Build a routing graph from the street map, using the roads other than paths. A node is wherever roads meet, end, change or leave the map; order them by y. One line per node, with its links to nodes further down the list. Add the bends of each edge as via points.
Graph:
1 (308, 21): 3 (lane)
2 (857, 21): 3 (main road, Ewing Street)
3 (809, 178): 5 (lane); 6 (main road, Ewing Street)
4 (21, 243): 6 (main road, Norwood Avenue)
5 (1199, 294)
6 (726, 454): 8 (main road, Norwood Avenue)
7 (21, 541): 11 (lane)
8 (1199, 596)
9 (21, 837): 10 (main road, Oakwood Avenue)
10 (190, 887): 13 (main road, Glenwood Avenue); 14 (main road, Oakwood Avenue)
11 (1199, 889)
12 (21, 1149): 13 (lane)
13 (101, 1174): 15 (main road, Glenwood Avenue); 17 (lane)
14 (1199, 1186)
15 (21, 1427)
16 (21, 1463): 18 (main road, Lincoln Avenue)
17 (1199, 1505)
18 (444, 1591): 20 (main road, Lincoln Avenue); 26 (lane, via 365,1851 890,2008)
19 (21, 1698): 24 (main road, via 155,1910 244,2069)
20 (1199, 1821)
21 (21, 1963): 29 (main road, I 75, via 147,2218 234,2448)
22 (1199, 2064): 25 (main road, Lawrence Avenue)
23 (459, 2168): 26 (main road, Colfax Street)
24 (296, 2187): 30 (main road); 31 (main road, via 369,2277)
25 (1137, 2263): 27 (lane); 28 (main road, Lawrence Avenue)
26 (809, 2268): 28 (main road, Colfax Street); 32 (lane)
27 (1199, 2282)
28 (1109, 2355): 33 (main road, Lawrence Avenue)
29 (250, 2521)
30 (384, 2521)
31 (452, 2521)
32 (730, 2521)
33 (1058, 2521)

> **Exercise description**: Starting at the first line and ending at the last, restate the material word for word.

> **Expected answer**:
Build a routing graph from the street map, using the roads other than paths. A node is wherever roads meet, end, change or leave the map; order them by y. One line per node, with its links to nodes further down the list. Add the bends of each edge as via points.
Graph:
1 (308, 21): 3 (lane)
2 (857, 21): 3 (main road, Ewing Street)
3 (809, 178): 5 (lane); 6 (main road, Ewing Street)
4 (21, 243): 6 (main road, Norwood Avenue)
5 (1199, 294)
6 (726, 454): 8 (main road, Norwood Avenue)
7 (21, 541): 11 (lane)
8 (1199, 596)
9 (21, 837): 10 (main road, Oakwood Avenue)
10 (190, 887): 13 (main road, Glenwood Avenue); 14 (main road, Oakwood Avenue)
11 (1199, 889)
12 (21, 1149): 13 (lane)
13 (101, 1174): 15 (main road, Glenwood Avenue); 17 (lane)
14 (1199, 1186)
15 (21, 1427)
16 (21, 1463): 18 (main road, Lincoln Avenue)
17 (1199, 1505)
18 (444, 1591): 20 (main road, Lincoln Avenue); 26 (lane, via 365,1851 890,2008)
19 (21, 1698): 24 (main road, via 155,1910 244,2069)
20 (1199, 1821)
21 (21, 1963): 29 (main road, I 75, via 147,2218 234,2448)
22 (1199, 2064): 25 (main road, Lawrence Avenue)
23 (459, 2168): 26 (main road, Colfax Street)
24 (296, 2187): 30 (main road); 31 (main road, via 369,2277)
25 (1137, 2263): 27 (lane); 28 (main road, Lawrence Avenue)
26 (809, 2268): 28 (main road, Colfax Street); 32 (lane)
27 (1199, 2282)
28 (1109, 2355): 33 (main road, Lawrence Avenue)
29 (250, 2521)
30 (384, 2521)
31 (452, 2521)
32 (730, 2521)
33 (1058, 2521)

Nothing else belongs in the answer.